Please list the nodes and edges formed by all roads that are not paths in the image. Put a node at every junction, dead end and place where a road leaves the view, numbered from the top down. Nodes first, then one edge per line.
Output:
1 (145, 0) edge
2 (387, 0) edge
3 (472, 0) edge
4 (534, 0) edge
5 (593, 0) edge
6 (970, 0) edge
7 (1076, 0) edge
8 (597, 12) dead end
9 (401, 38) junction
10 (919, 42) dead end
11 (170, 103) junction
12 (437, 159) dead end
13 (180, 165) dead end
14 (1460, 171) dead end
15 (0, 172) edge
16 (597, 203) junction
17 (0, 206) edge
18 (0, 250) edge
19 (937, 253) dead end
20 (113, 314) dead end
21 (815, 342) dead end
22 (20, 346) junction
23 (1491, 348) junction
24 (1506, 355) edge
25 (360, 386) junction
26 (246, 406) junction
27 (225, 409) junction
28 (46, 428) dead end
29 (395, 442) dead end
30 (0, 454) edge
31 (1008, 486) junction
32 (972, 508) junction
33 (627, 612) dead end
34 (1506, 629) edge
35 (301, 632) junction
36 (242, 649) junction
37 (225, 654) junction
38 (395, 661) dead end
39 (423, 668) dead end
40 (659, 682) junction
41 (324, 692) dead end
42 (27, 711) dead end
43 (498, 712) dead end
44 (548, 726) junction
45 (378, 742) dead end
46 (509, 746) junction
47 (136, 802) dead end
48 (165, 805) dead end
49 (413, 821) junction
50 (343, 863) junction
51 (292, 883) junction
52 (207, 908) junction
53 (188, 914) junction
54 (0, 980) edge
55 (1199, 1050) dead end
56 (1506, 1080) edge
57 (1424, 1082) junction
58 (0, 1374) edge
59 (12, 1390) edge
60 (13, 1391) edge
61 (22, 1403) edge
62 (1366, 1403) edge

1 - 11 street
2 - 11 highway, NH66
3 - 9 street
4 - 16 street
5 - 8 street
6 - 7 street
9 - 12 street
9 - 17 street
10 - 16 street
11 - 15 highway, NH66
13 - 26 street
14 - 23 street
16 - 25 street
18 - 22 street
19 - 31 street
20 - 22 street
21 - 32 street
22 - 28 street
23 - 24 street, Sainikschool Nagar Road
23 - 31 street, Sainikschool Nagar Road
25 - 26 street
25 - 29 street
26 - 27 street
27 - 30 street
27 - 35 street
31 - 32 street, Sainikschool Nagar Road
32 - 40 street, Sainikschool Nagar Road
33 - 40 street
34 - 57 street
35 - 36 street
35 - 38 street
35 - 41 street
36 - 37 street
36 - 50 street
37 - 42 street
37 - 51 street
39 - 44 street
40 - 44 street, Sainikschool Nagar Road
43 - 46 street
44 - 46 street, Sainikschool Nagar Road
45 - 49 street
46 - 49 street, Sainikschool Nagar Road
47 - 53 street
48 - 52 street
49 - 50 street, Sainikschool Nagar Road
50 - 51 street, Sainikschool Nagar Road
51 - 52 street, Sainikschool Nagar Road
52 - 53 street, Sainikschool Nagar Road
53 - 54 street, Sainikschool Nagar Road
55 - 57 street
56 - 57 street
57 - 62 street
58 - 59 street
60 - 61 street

= = = =

Activity:
Repeat every line of the data verbatim.

Exercise output:
Please list the nodes and edges formed by all roads that are not paths in the image. Put a node at every junction, dead end and place where a road leaves the view, numbered from the top down. Nodes first, then one edge per line.
Output:
1 (145, 0) edge
2 (387, 0) edge
3 (472, 0) edge
4 (534, 0) edge
5 (593, 0) edge
6 (970, 0) edge
7 (1076, 0) edge
8 (597, 12) dead end
9 (401, 38) junction
10 (919, 42) dead end
11 (170, 103) junction
12 (437, 159) dead end
13 (180, 165) dead end
14 (1460, 171) dead end
15 (0, 172) edge
16 (597, 203) junction
17 (0, 206) edge
18 (0, 250) edge
19 (937, 253) dead end
20 (113, 314) dead end
21 (815, 342) dead end
22 (20, 346) junction
23 (1491, 348) junction
24 (1506, 355) edge
25 (360, 386) junction
26 (246, 406) junction
27 (225, 409) junction
28 (46, 428) dead end
29 (395, 442) dead end
30 (0, 454) edge
31 (1008, 486) junction
32 (972, 508) junction
33 (627, 612) dead end
34 (1506, 629) edge
35 (301, 632) junction
36 (242, 649) junction
37 (225, 654) junction
38 (395, 661) dead end
39 (423, 668) dead end
40 (659, 682) junction
41 (324, 692) dead end
42 (27, 711) dead end
43 (498, 712) dead end
44 (548, 726) junction
45 (378, 742) dead end
46 (509, 746) junction
47 (136, 802) dead end
48 (165, 805) dead end
49 (413, 821) junction
50 (343, 863) junction
51 (292, 883) junction
52 (207, 908) junction
53 (188, 914) junction
54 (0, 980) edge
55 (1199, 1050) dead end
56 (1506, 1080) edge
57 (1424, 1082) junction
58 (0, 1374) edge
59 (12, 1390) edge
60 (13, 1391) edge
61 (22, 1403) edge
62 (1366, 1403) edge

1 - 11 street
2 - 11 highway, NH66
3 - 9 street
4 - 16 street
5 - 8 street
6 - 7 street
9 - 12 street
9 - 17 street
10 - 16 street
11 - 15 highway, NH66
13 - 26 street
14 - 23 street
16 - 25 street
18 - 22 street
19 - 31 street
20 - 22 street
21 - 32 street
22 - 28 street
23 - 24 street, Sainikschool Nagar Road
23 - 31 street, Sainikschool Nagar Road
25 - 26 street
25 - 29 street
26 - 27 street
27 - 30 street
27 - 35 street
31 - 32 street, Sainikschool Nagar Road
32 - 40 street, Sainikschool Nagar Road
33 - 40 street
34 - 57 street
35 - 36 street
35 - 38 street
35 - 41 street
36 - 37 street
36 - 50 street
37 - 42 street
37 - 51 street
39 - 44 street
40 - 44 street, Sainikschool Nagar Road
43 - 46 street
44 - 46 street, Sainikschool Nagar Road
45 - 49 street
46 - 49 street, Sainikschool Nagar Road
47 - 53 street
48 - 52 street
49 - 50 street, Sainikschool Nagar Road
50 - 51 street, Sainikschool Nagar Road
51 - 52 street, Sainikschool Nagar Road
52 - 53 street, Sainikschool Nagar Road
53 - 54 street, Sainikschool Nagar Road
55 - 57 street
56 - 57 street
57 - 62 street
58 - 59 street
60 - 61 street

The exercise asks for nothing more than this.